Hingga tahun 2034, permintaan gas PLN diproyeksikan akan tumbuh rata-rata sebesar 4,5% setiap tahunnya. Dalam periode transisi energi ini, gas alam cair atau Liquefied Natural Gas (LNG) akan memegang peran vital sebagai pilar utama pasokan energi.
Proyeksi Pertumbuhan Sektor Kelistrikan
Direktur Utama PLN EPI, Rakhmad Dewanto, membagikan pandangan ini dalam ajang internasional bertajuk 11th Annual LNG Supply, Transport & Storage Forum 2026 di Bali. Forum bergengsi tersebut menjadi titik temu para pelaku industri gas global untuk mendiskusikan rantai pasok LNG di kawasan Asia Tenggara.
Rakhmad menekankan bahwa sektor ketenagalistrikan bakal menjadi motor penggerak utama bagi pertumbuhan energi di tanah air. Berdasarkan analisis data dari McKinsey dan Rencana Umum Ketenagalistrikan Nasional (RUKN) 2025, kontribusi listrik terhadap total energi primer akan melonjak tajam.

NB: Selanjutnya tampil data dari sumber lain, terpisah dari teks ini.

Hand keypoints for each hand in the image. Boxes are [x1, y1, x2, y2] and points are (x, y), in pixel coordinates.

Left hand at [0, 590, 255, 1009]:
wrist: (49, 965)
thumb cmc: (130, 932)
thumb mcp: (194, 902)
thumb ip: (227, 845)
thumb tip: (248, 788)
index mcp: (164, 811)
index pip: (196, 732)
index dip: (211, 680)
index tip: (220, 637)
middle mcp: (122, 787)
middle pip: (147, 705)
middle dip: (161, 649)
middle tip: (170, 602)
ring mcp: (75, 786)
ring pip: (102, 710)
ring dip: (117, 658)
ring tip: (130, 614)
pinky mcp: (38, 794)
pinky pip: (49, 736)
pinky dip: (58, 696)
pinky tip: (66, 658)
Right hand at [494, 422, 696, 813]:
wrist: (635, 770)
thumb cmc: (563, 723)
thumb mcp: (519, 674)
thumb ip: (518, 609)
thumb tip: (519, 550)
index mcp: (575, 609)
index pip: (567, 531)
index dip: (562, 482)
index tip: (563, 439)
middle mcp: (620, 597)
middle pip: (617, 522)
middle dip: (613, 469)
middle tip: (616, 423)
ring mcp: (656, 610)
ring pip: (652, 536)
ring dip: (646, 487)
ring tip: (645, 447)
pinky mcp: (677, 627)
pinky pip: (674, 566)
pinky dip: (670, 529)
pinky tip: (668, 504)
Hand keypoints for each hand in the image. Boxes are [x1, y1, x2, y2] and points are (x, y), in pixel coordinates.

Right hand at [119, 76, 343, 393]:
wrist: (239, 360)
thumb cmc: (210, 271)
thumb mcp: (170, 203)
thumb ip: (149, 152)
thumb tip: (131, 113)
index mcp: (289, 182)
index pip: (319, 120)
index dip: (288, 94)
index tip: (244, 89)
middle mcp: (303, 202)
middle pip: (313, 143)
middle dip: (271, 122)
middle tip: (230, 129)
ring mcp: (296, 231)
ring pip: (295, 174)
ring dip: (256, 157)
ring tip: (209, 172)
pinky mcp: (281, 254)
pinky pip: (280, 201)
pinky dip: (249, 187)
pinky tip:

Beberapa faktor utama yang mendorong peningkatan kebutuhan listrik nasional antara lain:
- Pertumbuhan pesat pusat data (data center) yang membutuhkan daya besar.
- Masifnya penggunaan kendaraan listrik dan elektrifikasi di sektor transportasi.
- Peningkatan konsumsi listrik pada sektor industri dan rumah tangga (residensial).
Data tersebut menunjukkan peran listrik terhadap kebutuhan energi primer Indonesia akan naik dari 28% pada tahun 2025 menjadi 38% pada tahun 2035. Hal ini membuktikan bahwa ketergantungan pada pasokan energi yang stabil dan bersih semakin tidak terelakkan.
Peningkatan Konsumsi Berbasis Elektrifikasi
Rakhmad menyebutkan bahwa pertumbuhan sektor tenaga listrik diprediksi berada di angka 4,6% hingga 5,4% per tahunnya. Angka ini merupakan yang tertinggi dibandingkan sektor energi lainnya karena didorong oleh tren gaya hidup berbasis listrik.
Ringkasan proyeksi pertumbuhan dan target kontribusi energi listrik:
| Indikator Proyeksi | Target / Estimasi |
|---|---|
| Pertumbuhan Permintaan Gas PLN | 4,5% per Tahun |
| Pertumbuhan Sektor Tenaga Listrik | 4,6% - 5,4% per Tahun |
| Kontribusi Listrik (Tahun 2025) | 28% dari Energi Primer |
| Kontribusi Listrik (Tahun 2035) | 38% dari Energi Primer |
Tabel di atas menggambarkan bagaimana pergeseran penggunaan energi menuju listrik akan berdampak langsung pada manajemen pasokan gas nasional. Gas bumi, khususnya LNG, dianggap sebagai energi transisi yang paling siap mendukung stabilitas pasokan saat produksi energi terbarukan sedang fluktuatif.
Melalui langkah-langkah strategis ini, PLN EPI berkomitmen untuk terus menjaga ketahanan energi nasional di tengah perubahan iklim. Transformasi menuju energi bersih dilakukan secara bertahap namun pasti demi menjamin ketersediaan listrik bagi masyarakat luas.